Statistical learning with and without a lexicon

Project Leaders:

Past Post-Doctoral Fellows:

  • Clay Beckner (Clay is now at the University of Warwick) 
  • Yoon Mi Oh (Yoon Mi is now at Anjou University)
  • Simon Todd (Simon is now at UC Santa Barbara) 

Funding Agency: Royal Society of New Zealand - Marsden Fund

  • $767,000
  • October 2016 - September 2020

Native speakers of a language display a vast amount of statistical knowledge. For example, they know where different sounds tend to occur in their language, and the relative likelihood of particular sounds occurring together in combination. This knowledge is believed to be drawn from the speaker's vocabulary - their lexicon. However speakers of a language also possess knowledge about the statistical properties of sounds in running speech, which they use to segment the speech stream into words.

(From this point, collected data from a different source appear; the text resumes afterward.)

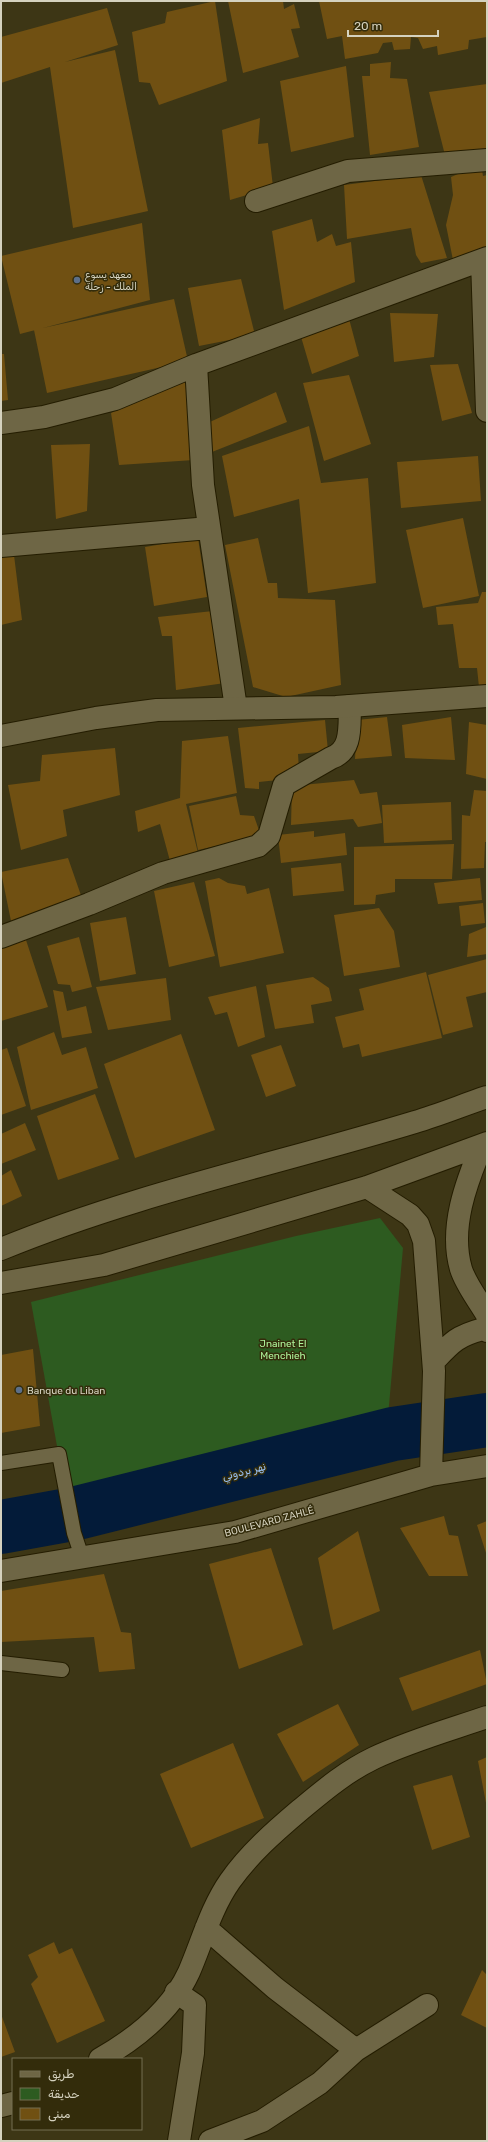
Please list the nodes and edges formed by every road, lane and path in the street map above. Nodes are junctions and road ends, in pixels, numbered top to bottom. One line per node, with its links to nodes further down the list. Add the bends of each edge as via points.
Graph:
1 (487, 160): 2 (street, via 348,171)
2 (256, 201)
3 (485, 259): 4 (street); 5 (street)
4 (196, 365): 6 (street, via 116,399 44,417); 7 (street, via 203,485)
5 (487, 411)
6 (1, 423)
7 (209, 528): 8 (street); 11 (street)
8 (1, 546)
9 (487, 696): 10 (street)
10 (350, 706): 11 (street); 13 (street, via 345,750 339,756 331,758 284,786 269,836 258,846 163,873 89,904)
11 (236, 708): 12 (street, via 157,710 82,720)
12 (1, 736)
13 (1, 936)
14 (487, 1098): 17 (street, via 416,1122 183,1187 35,1235)
15 (484, 1144): 16 (street); 19 (street, via 465,1186 457,1246 462,1270)
16 (367, 1187): 18 (street, via 104,1265); 21 (street, via 410,1215 418,1224 424,1241)
17 (1, 1249)
18 (1, 1283)
19 (487, 1315)
20 (487, 1331): 21 (street, via 483,1329 464,1334 451,1342)
21 (434, 1366): 23 (street)
22 (1, 1463): 25 (lane, via 59,1454 74,1532)
23 (432, 1465): 24 (street, BOULEVARD ZAHLÉ); 25 (street, BOULEVARD ZAHLÉ, via 235,1532)
24 (487, 1466)
25 (82, 1557): 26 (street, BOULEVARD ZAHLÉ)
26 (1, 1571)
27 (1, 1663): 28 (lane)
28 (62, 1670)
29 (487, 1717): 30 (street, via 394,1749 339,1777 267,1837 229,1882)
30 (206, 1928): 31 (street, via 188,1973); 33 (street, via 275,1988)
31 (176, 1992): 34 (street, via 166,2010 129,2042); 37 (street, via 195,2005 194,2053)
32 (427, 2005): 33 (street)
33 (356, 2050): 38 (street, via 320,2083 262,2121)
34 (102, 2058)
35 (12, 2103): 36 (street)
36 (1, 2106)
37 (178, 2141)
38 (210, 2141)

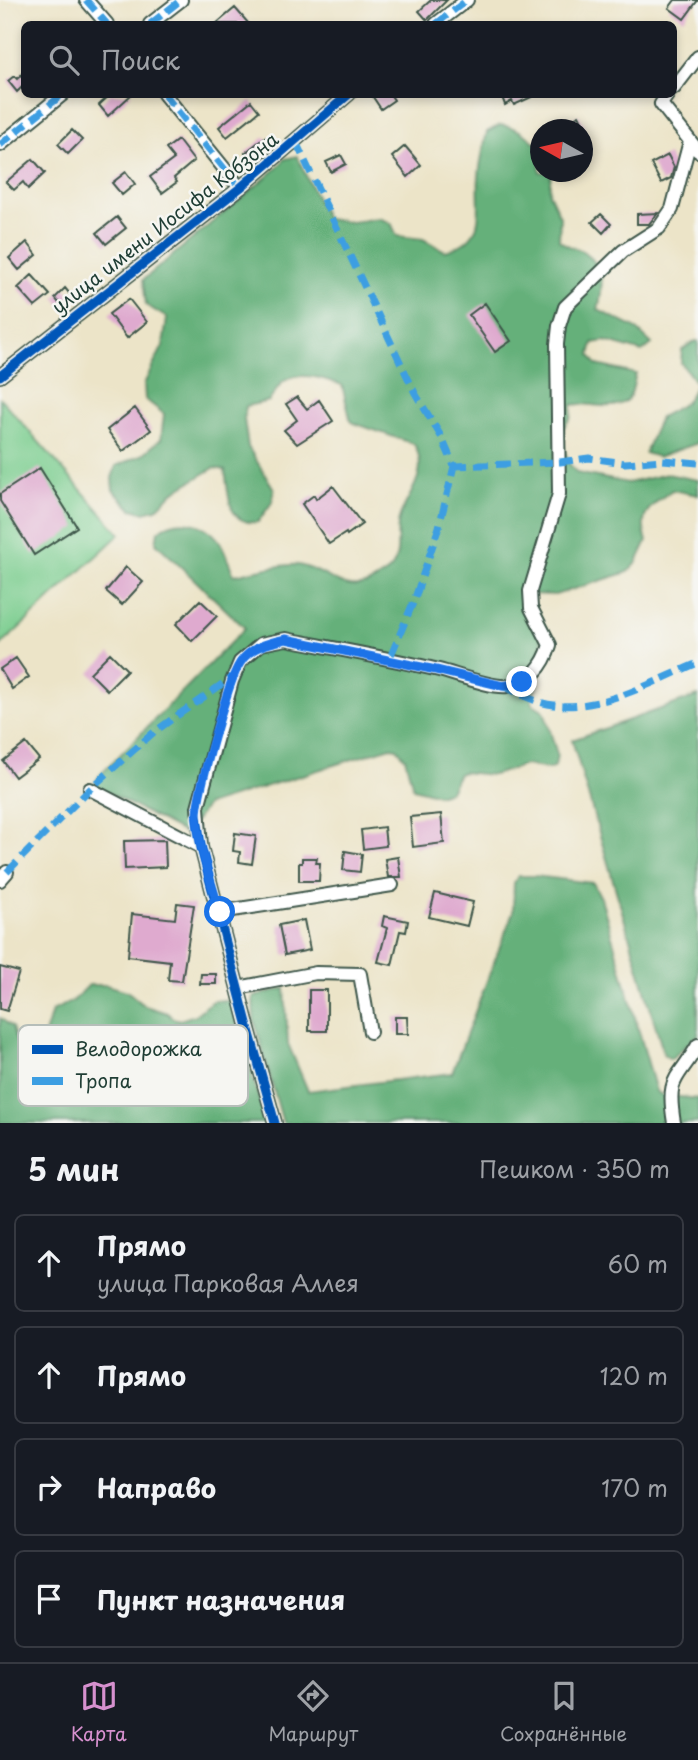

The relationship between knowledge of lexical statistics (generated from the lexicon) and pre-lexical statistics (generated from running speech) is not understood. What is the nature of learning that takes place when you do, or don't have a lexicon?
New Zealand provides a unique testing-ground for this question. Many New Zealanders have
regular exposure to Māori, but do not know many words. This enables us to study pre-lexical statistical learning in considerable depth. We will document the statistical properties of Māori sound structure. Then, using our established experimental architecture to present experiments in the form of computer games, we will investigate what knowledge of these properties non-Māori-speaking New Zealanders actually have.